I hope we may keep in touch. You can just click to receive weekly updates from the website. No charge. Of course, we'd prefer it if you joined as a member ( £20) but you don't have to.

Sackerson said...

@ES: have joined the mailing list. And read your letter - alas for Greece!

jack ketch said...

The depth and clarity of thought (for want of a better term) of an Ed Spalton piece made such an impression on me I copy pasta'd it in its entirety on MW's blog. It should be required reading for not just Remainers but Brexiteers alike...and most especially for those whimsical darlings in Westminster:

https://markwadsworth.blogspot.co.uk/2017/12/readers-letter-of-day.html

(go on its only short-and MW's blog is well worth following if one wants to get down and dirty with economics and not just those of Brexit either ).

Anonymous said...

Edward Spalton, always a thinking man.

Courteous and knowledgeable, your posts are a delight to read, even if I don't always agree, the ideas and perspective give me pause and I deem a man given to truthfulness and with a very stout heart.

RNLI, read about the unbelieveable courage of the lads who put out of Mousehole on one terrible night.

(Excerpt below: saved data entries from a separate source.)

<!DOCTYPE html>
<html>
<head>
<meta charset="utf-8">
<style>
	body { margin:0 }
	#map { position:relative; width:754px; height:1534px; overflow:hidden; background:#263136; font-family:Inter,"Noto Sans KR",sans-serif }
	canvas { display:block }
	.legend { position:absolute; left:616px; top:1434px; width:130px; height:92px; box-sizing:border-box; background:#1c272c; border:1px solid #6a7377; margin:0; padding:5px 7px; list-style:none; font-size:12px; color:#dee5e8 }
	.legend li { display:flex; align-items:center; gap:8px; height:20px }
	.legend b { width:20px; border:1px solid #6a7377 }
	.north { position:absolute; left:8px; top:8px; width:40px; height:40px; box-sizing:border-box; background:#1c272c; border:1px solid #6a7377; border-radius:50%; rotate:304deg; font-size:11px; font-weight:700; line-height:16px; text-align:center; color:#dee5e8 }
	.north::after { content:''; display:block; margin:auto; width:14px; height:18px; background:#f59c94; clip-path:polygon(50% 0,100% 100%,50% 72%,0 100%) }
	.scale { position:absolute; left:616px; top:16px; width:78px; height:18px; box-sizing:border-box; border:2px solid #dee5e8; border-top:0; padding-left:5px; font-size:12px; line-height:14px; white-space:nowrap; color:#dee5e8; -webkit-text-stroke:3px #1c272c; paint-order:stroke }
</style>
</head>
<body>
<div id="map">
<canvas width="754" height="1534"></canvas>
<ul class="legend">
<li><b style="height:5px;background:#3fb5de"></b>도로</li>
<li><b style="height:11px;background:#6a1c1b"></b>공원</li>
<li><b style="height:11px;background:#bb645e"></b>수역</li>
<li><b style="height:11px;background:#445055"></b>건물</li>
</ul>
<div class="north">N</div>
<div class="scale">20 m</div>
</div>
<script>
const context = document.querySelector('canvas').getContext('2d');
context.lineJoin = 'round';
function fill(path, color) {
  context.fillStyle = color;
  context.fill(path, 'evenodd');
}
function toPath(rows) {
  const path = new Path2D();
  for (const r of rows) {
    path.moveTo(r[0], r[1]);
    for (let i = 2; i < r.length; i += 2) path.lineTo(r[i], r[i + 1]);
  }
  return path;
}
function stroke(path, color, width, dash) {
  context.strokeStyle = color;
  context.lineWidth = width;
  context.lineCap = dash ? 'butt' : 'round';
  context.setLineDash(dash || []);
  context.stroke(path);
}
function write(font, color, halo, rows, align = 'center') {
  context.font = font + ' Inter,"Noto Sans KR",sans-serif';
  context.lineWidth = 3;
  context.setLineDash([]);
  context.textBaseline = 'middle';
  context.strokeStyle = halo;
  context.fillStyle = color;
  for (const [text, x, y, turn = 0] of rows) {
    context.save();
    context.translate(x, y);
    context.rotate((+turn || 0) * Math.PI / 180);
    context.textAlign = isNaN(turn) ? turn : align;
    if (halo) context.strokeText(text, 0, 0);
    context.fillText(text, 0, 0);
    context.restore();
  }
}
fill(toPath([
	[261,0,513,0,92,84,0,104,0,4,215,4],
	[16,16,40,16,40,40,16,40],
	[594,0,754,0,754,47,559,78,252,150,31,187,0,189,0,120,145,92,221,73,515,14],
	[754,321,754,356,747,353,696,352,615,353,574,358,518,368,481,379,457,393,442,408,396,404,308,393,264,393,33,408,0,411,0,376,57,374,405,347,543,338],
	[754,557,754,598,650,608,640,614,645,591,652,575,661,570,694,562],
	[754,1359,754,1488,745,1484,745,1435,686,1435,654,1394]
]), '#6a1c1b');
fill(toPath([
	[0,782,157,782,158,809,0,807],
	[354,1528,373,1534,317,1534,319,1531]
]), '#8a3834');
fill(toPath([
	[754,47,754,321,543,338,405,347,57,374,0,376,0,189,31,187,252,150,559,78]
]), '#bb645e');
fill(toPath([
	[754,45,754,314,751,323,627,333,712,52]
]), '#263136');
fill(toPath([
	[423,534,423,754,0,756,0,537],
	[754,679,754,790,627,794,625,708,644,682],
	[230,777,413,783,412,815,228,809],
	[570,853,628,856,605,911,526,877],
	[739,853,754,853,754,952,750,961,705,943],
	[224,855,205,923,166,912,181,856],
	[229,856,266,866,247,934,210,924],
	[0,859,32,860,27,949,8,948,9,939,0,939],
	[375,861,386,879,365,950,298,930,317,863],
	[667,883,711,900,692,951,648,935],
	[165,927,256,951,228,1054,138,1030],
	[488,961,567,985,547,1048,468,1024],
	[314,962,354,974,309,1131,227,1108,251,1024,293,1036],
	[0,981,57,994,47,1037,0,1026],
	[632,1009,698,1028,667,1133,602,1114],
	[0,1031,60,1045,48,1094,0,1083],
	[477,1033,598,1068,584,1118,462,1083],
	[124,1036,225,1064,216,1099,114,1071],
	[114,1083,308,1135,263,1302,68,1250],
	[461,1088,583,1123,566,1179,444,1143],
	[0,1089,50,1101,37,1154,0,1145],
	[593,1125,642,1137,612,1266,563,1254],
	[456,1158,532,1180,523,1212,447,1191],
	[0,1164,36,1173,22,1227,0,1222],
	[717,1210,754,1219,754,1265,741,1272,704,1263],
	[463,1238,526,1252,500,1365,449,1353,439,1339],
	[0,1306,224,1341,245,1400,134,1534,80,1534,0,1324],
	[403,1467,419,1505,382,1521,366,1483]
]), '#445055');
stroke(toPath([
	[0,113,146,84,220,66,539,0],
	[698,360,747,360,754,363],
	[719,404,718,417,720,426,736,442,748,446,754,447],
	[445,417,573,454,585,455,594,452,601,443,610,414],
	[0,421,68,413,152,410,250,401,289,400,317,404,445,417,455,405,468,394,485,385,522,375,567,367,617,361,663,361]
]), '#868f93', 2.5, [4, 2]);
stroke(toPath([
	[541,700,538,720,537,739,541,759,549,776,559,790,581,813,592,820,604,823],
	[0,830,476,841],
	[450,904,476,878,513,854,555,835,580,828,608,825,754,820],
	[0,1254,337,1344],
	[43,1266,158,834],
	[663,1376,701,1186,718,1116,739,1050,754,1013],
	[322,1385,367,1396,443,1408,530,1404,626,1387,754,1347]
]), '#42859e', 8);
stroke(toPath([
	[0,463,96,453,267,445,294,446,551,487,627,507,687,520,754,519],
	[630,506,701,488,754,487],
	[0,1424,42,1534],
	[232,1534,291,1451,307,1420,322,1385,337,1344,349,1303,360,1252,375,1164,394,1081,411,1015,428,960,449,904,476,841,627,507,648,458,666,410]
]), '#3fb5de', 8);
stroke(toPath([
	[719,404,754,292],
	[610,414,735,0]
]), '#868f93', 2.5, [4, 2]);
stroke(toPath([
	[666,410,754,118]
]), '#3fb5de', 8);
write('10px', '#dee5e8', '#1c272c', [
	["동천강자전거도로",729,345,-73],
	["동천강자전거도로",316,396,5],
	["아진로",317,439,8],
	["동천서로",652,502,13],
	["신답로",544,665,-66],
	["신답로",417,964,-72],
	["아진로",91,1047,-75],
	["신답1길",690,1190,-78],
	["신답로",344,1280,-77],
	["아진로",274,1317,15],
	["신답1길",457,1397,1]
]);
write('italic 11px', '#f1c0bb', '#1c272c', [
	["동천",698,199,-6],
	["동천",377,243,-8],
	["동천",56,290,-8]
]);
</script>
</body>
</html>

Then you'll know.

meltemian said...

Anon 9:26
As the wife of a retired volunteer lifeboatman thank you for your kind commen t. Grass-roots crews don't always agree with Head Office decisions (beach lifeguards for one) but are in full agreement with them having the best of intentions in seeking to save lives.
As volunteers there isn't a crew member who thinks of themselves as 'Heroes', the 'Death or Glory' boys don't last long.

wiggiatlarge said...

As with all charities you have to read the small print to find the truth on funding etc, even the RNLI as an example is hardly short of cash, half a billion in fixed assets and a further quarter billion in floating assets.
And whilst it is funded by the good public and the volunteers work for nothing , the top end looks familiar.

file:///C:/Users/User/AppData/Local/Temp/annual-report-and-accounts-2016.pdf

Anonymous said...

It's not just about Haiti, Oxfam's priorities are warped. Their staff have been waving Oxfam banners at demonstrations advocating the import of people from agrarian economies into the UK, with the vast welfare costs that entails. It's always at other people's expense too; these staff would never dream of putting their own money towards this. Meanwhile, in the sub-Saharan African country that I know best, good luck getting a sickle cell diagnosis for a child, let alone any screening for prospective parents to reduce the incidence of this horrible disease. Mass screening could be done at a cost of the order of £1 per head but it's just not happening any time soon, because the likes of Oxfam UK care far more about "equality" and throwing sand into the wheels of capitalism in their home countries than they care about the poor. If you care about the poor, support some smaller charities - don't give to Oxfam.